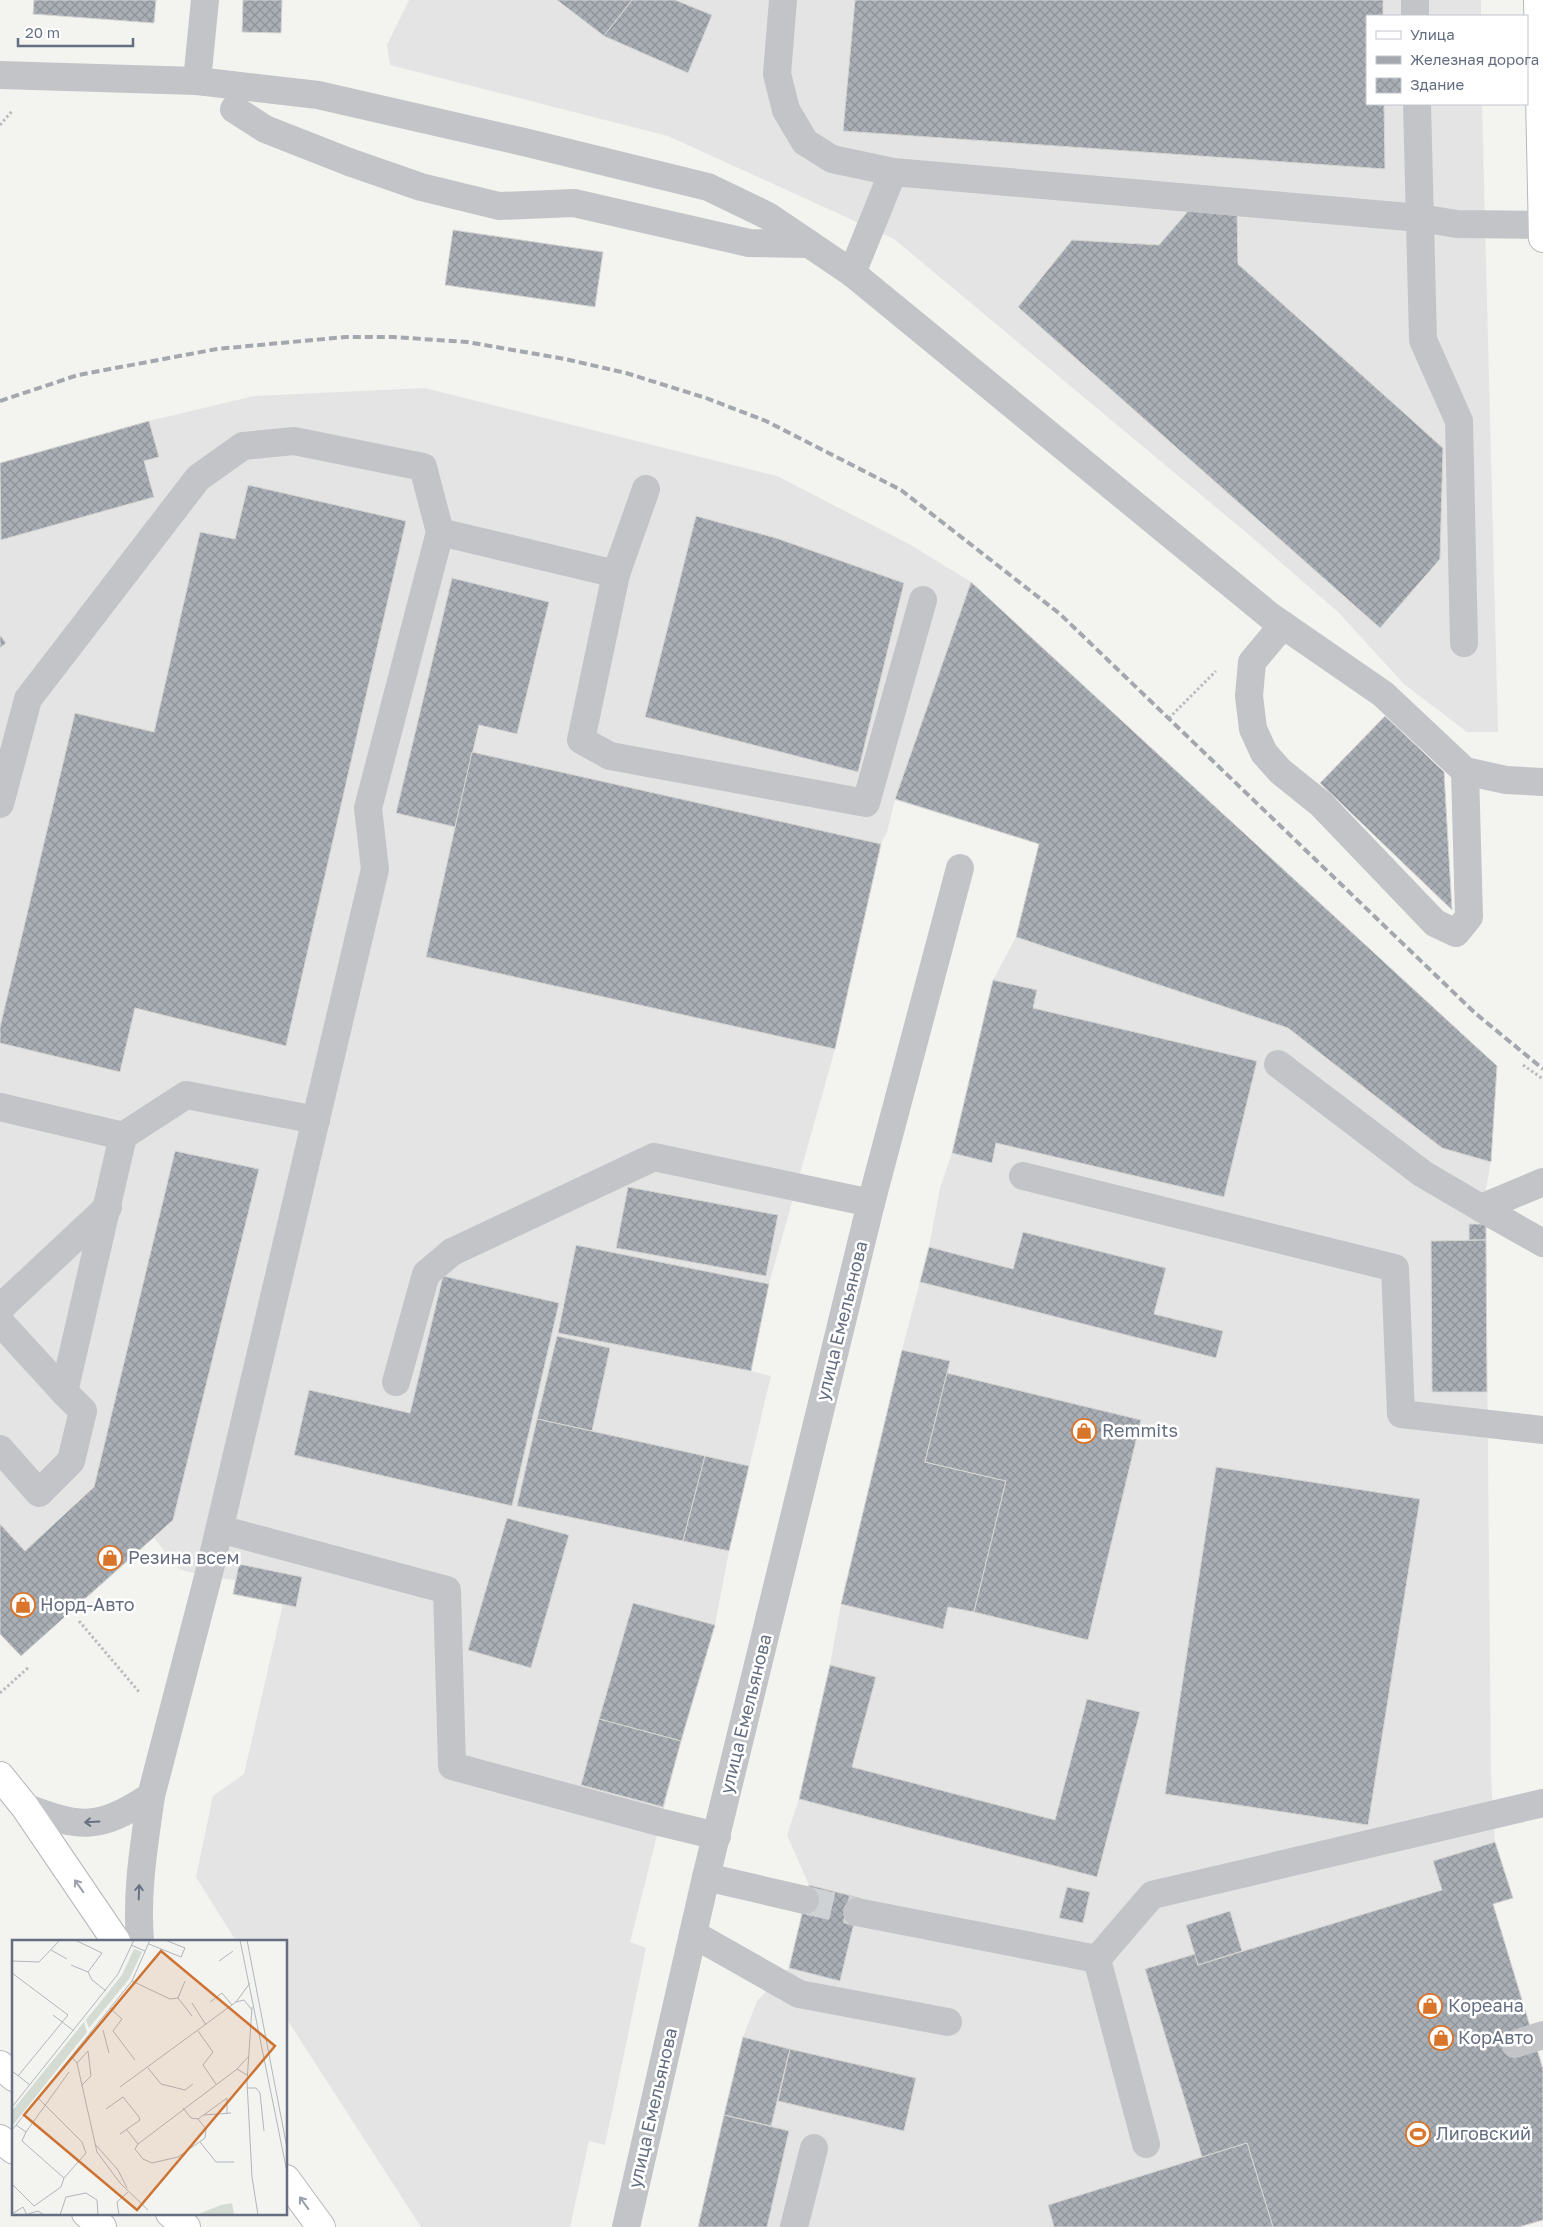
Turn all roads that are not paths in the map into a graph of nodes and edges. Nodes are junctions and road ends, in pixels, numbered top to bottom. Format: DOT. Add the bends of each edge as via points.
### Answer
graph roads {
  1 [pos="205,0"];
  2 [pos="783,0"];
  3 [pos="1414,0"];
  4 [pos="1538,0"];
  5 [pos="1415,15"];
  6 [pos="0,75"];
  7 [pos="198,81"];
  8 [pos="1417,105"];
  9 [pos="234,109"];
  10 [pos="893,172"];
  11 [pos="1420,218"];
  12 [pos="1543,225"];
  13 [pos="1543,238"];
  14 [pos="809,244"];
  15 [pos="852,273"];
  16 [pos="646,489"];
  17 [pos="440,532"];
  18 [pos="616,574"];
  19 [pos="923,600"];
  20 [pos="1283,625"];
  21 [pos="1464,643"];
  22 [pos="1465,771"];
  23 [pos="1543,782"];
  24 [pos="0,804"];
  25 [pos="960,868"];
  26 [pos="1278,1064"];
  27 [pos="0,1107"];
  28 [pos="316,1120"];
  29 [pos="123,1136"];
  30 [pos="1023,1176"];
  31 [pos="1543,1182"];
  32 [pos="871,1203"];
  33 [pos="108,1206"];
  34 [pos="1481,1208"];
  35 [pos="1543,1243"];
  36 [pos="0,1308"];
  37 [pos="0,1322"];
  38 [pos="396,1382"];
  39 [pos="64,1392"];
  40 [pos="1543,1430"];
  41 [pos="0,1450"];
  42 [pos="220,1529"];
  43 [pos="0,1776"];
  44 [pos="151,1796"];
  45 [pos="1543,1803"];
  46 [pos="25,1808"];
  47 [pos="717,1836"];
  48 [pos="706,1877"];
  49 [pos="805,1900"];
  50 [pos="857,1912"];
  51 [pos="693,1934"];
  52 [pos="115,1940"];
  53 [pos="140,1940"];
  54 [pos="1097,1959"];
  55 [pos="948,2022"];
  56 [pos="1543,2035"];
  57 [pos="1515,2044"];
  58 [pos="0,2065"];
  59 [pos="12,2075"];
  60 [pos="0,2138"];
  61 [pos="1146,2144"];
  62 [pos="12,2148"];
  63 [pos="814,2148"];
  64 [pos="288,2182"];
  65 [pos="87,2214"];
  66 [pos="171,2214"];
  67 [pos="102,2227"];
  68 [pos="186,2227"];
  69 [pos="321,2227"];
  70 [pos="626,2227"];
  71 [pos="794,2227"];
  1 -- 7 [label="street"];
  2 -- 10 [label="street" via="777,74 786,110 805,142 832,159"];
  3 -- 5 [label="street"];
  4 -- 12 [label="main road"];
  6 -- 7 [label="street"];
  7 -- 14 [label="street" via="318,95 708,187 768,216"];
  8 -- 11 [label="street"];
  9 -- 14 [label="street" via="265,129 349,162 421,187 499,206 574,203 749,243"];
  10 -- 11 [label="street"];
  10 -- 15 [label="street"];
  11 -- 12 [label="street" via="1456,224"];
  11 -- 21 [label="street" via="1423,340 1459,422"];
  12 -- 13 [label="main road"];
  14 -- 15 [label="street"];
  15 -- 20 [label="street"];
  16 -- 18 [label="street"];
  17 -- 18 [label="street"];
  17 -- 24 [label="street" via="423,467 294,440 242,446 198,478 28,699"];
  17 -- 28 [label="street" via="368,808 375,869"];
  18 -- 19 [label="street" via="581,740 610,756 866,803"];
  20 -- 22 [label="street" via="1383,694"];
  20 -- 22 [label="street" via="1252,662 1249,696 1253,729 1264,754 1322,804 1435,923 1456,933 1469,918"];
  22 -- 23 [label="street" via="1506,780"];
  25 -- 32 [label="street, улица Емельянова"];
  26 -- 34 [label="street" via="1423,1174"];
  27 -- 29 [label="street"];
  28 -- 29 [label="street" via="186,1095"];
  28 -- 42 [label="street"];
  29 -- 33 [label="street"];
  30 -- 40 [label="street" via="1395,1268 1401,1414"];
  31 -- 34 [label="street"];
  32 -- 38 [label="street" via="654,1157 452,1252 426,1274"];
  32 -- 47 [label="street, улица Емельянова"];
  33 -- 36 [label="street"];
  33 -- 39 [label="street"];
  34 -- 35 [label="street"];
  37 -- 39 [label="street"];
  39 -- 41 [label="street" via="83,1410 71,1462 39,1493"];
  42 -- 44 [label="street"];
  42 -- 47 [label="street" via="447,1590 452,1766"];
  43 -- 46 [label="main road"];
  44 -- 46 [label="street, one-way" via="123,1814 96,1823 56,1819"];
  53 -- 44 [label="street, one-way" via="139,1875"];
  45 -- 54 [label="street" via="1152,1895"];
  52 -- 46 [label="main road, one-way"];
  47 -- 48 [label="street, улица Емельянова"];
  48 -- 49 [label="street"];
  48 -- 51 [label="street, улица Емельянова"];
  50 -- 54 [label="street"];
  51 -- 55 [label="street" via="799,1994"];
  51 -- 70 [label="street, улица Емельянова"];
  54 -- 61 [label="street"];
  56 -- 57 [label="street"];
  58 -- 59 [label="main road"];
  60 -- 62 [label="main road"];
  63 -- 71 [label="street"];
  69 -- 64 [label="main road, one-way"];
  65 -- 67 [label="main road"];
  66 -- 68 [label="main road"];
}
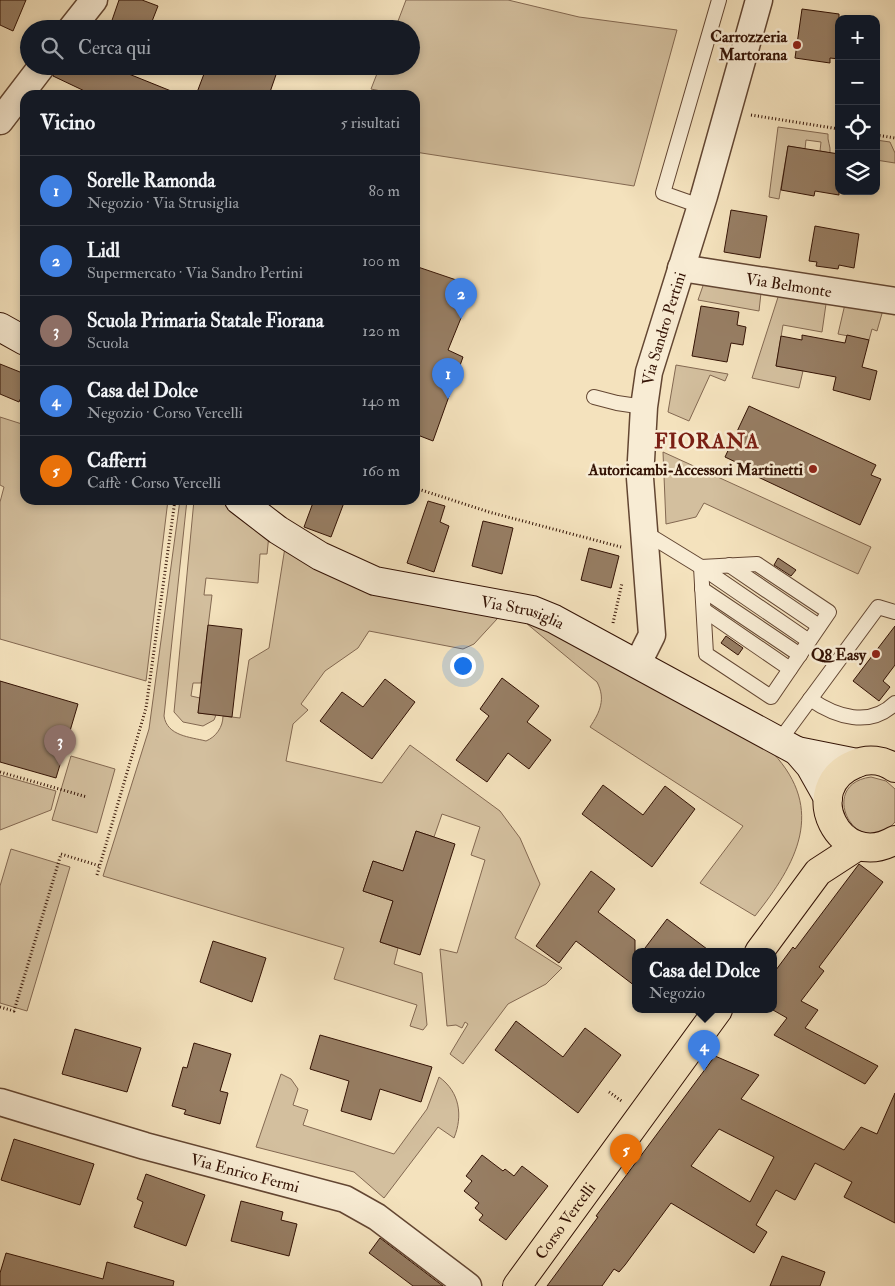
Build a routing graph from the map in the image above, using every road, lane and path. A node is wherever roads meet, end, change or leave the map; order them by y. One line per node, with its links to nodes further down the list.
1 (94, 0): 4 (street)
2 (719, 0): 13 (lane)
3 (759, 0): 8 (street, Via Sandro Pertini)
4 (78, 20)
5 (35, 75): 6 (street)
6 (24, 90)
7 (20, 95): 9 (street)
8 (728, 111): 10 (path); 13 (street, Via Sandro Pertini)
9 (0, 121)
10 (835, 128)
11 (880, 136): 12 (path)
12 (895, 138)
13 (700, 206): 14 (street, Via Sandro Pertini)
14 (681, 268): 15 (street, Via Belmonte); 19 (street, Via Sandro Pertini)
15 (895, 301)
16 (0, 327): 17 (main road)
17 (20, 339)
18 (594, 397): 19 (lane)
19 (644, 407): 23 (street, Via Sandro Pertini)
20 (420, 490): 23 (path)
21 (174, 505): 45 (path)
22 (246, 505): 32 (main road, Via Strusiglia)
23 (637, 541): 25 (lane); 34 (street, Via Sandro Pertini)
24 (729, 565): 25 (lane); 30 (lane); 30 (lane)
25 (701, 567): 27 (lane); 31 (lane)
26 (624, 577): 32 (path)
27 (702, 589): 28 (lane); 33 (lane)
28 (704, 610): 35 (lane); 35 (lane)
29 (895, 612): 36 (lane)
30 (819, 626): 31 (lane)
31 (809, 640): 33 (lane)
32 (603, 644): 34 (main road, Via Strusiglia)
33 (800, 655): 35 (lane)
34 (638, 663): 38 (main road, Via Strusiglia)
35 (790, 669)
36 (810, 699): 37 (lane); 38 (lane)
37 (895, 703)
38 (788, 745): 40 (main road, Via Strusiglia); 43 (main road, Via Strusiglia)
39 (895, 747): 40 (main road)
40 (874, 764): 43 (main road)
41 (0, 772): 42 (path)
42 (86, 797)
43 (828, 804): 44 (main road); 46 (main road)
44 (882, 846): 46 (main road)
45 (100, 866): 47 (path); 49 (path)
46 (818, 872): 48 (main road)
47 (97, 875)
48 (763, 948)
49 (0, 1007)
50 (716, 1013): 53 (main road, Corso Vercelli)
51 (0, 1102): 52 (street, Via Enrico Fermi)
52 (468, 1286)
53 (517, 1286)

* * * *

**ASSIGNMENT**
Print the listing exactly, images excluded.

**ANSWER TO THIS TASK**
Turn all roads that are not paths in the map into a graph of nodes and edges. Nodes are junctions and road ends, in pixels, numbered top to bottom. Format: DOT. Add the bends of each edge as via points.
### Answer
graph roads {
  1 [pos="205,0"];
  2 [pos="783,0"];
  3 [pos="1414,0"];
  4 [pos="1538,0"];
  5 [pos="1415,15"];
  6 [pos="0,75"];
  7 [pos="198,81"];
  8 [pos="1417,105"];
  9 [pos="234,109"];
  10 [pos="893,172"];
  11 [pos="1420,218"];
  12 [pos="1543,225"];
  13 [pos="1543,238"];
  14 [pos="809,244"];
  15 [pos="852,273"];
  16 [pos="646,489"];
  17 [pos="440,532"];
  18 [pos="616,574"];
  19 [pos="923,600"];
  20 [pos="1283,625"];
  21 [pos="1464,643"];
  22 [pos="1465,771"];
  23 [pos="1543,782"];
  24 [pos="0,804"];
  25 [pos="960,868"];
  26 [pos="1278,1064"];
  27 [pos="0,1107"];
  28 [pos="316,1120"];
  29 [pos="123,1136"];
  30 [pos="1023,1176"];
  31 [pos="1543,1182"];
  32 [pos="871,1203"];
  33 [pos="108,1206"];
  34 [pos="1481,1208"];
  35 [pos="1543,1243"];
  36 [pos="0,1308"];
  37 [pos="0,1322"];
  38 [pos="396,1382"];
  39 [pos="64,1392"];
  40 [pos="1543,1430"];
  41 [pos="0,1450"];
  42 [pos="220,1529"];
  43 [pos="0,1776"];
  44 [pos="151,1796"];
  45 [pos="1543,1803"];
  46 [pos="25,1808"];
  47 [pos="717,1836"];
  48 [pos="706,1877"];
  49 [pos="805,1900"];
  50 [pos="857,1912"];
  51 [pos="693,1934"];
  52 [pos="115,1940"];
  53 [pos="140,1940"];
  54 [pos="1097,1959"];
  55 [pos="948,2022"];
  56 [pos="1543,2035"];
  57 [pos="1515,2044"];
  58 [pos="0,2065"];
  59 [pos="12,2075"];
  60 [pos="0,2138"];
  61 [pos="1146,2144"];
  62 [pos="12,2148"];
  63 [pos="814,2148"];
  64 [pos="288,2182"];
  65 [pos="87,2214"];
  66 [pos="171,2214"];
  67 [pos="102,2227"];
  68 [pos="186,2227"];
  69 [pos="321,2227"];
  70 [pos="626,2227"];
  71 [pos="794,2227"];
  1 -- 7 [label="street"];
  2 -- 10 [label="street" via="777,74 786,110 805,142 832,159"];
  3 -- 5 [label="street"];
  4 -- 12 [label="main road"];
  6 -- 7 [label="street"];
  7 -- 14 [label="street" via="318,95 708,187 768,216"];
  8 -- 11 [label="street"];
  9 -- 14 [label="street" via="265,129 349,162 421,187 499,206 574,203 749,243"];
  10 -- 11 [label="street"];
  10 -- 15 [label="street"];
  11 -- 12 [label="street" via="1456,224"];
  11 -- 21 [label="street" via="1423,340 1459,422"];
  12 -- 13 [label="main road"];
  14 -- 15 [label="street"];
  15 -- 20 [label="street"];
  16 -- 18 [label="street"];
  17 -- 18 [label="street"];
  17 -- 24 [label="street" via="423,467 294,440 242,446 198,478 28,699"];
  17 -- 28 [label="street" via="368,808 375,869"];
  18 -- 19 [label="street" via="581,740 610,756 866,803"];
  20 -- 22 [label="street" via="1383,694"];
  20 -- 22 [label="street" via="1252,662 1249,696 1253,729 1264,754 1322,804 1435,923 1456,933 1469,918"];
  22 -- 23 [label="street" via="1506,780"];
  25 -- 32 [label="street, улица Емельянова"];
  26 -- 34 [label="street" via="1423,1174"];
  27 -- 29 [label="street"];
  28 -- 29 [label="street" via="186,1095"];
  28 -- 42 [label="street"];
  29 -- 33 [label="street"];
  30 -- 40 [label="street" via="1395,1268 1401,1414"];
  31 -- 34 [label="street"];
  32 -- 38 [label="street" via="654,1157 452,1252 426,1274"];
  32 -- 47 [label="street, улица Емельянова"];
  33 -- 36 [label="street"];
  33 -- 39 [label="street"];
  34 -- 35 [label="street"];
  37 -- 39 [label="street"];
  39 -- 41 [label="street" via="83,1410 71,1462 39,1493"];
  42 -- 44 [label="street"];
  42 -- 47 [label="street" via="447,1590 452,1766"];
  43 -- 46 [label="main road"];
  44 -- 46 [label="street, one-way" via="123,1814 96,1823 56,1819"];
  53 -- 44 [label="street, one-way" via="139,1875"];
  45 -- 54 [label="street" via="1152,1895"];
  52 -- 46 [label="main road, one-way"];
  47 -- 48 [label="street, улица Емельянова"];
  48 -- 49 [label="street"];
  48 -- 51 [label="street, улица Емельянова"];
  50 -- 54 [label="street"];
  51 -- 55 [label="street" via="799,1994"];
  51 -- 70 [label="street, улица Емельянова"];
  54 -- 61 [label="street"];
  56 -- 57 [label="street"];
  58 -- 59 [label="main road"];
  60 -- 62 [label="main road"];
  63 -- 71 [label="street"];
  69 -- 64 [label="main road, one-way"];
  65 -- 67 [label="main road"];
  66 -- 68 [label="main road"];
}
Build a routing graph from the map in the image above, using every road, lane and path. A node is wherever roads meet, end, change or leave the map; order them by y. One line per node, with its links to nodes further down the list.
1 (94, 0): 4 (street)
2 (719, 0): 13 (lane)
3 (759, 0): 8 (street, Via Sandro Pertini)
4 (78, 20)
5 (35, 75): 6 (street)
6 (24, 90)
7 (20, 95): 9 (street)
8 (728, 111): 10 (path); 13 (street, Via Sandro Pertini)
9 (0, 121)
10 (835, 128)
11 (880, 136): 12 (path)
12 (895, 138)
13 (700, 206): 14 (street, Via Sandro Pertini)
14 (681, 268): 15 (street, Via Belmonte); 19 (street, Via Sandro Pertini)
15 (895, 301)
16 (0, 327): 17 (main road)
17 (20, 339)
18 (594, 397): 19 (lane)
19 (644, 407): 23 (street, Via Sandro Pertini)
20 (420, 490): 23 (path)
21 (174, 505): 45 (path)
22 (246, 505): 32 (main road, Via Strusiglia)
23 (637, 541): 25 (lane); 34 (street, Via Sandro Pertini)
24 (729, 565): 25 (lane); 30 (lane); 30 (lane)
25 (701, 567): 27 (lane); 31 (lane)
26 (624, 577): 32 (path)
27 (702, 589): 28 (lane); 33 (lane)
28 (704, 610): 35 (lane); 35 (lane)
29 (895, 612): 36 (lane)
30 (819, 626): 31 (lane)
31 (809, 640): 33 (lane)
32 (603, 644): 34 (main road, Via Strusiglia)
33 (800, 655): 35 (lane)
34 (638, 663): 38 (main road, Via Strusiglia)
35 (790, 669)
36 (810, 699): 37 (lane); 38 (lane)
37 (895, 703)
38 (788, 745): 40 (main road, Via Strusiglia); 43 (main road, Via Strusiglia)
39 (895, 747): 40 (main road)
40 (874, 764): 43 (main road)
41 (0, 772): 42 (path)
42 (86, 797)
43 (828, 804): 44 (main road); 46 (main road)
44 (882, 846): 46 (main road)
45 (100, 866): 47 (path); 49 (path)
46 (818, 872): 48 (main road)
47 (97, 875)
48 (763, 948)
49 (0, 1007)
50 (716, 1013): 53 (main road, Corso Vercelli)
51 (0, 1102): 52 (street, Via Enrico Fermi)
52 (468, 1286)
53 (517, 1286)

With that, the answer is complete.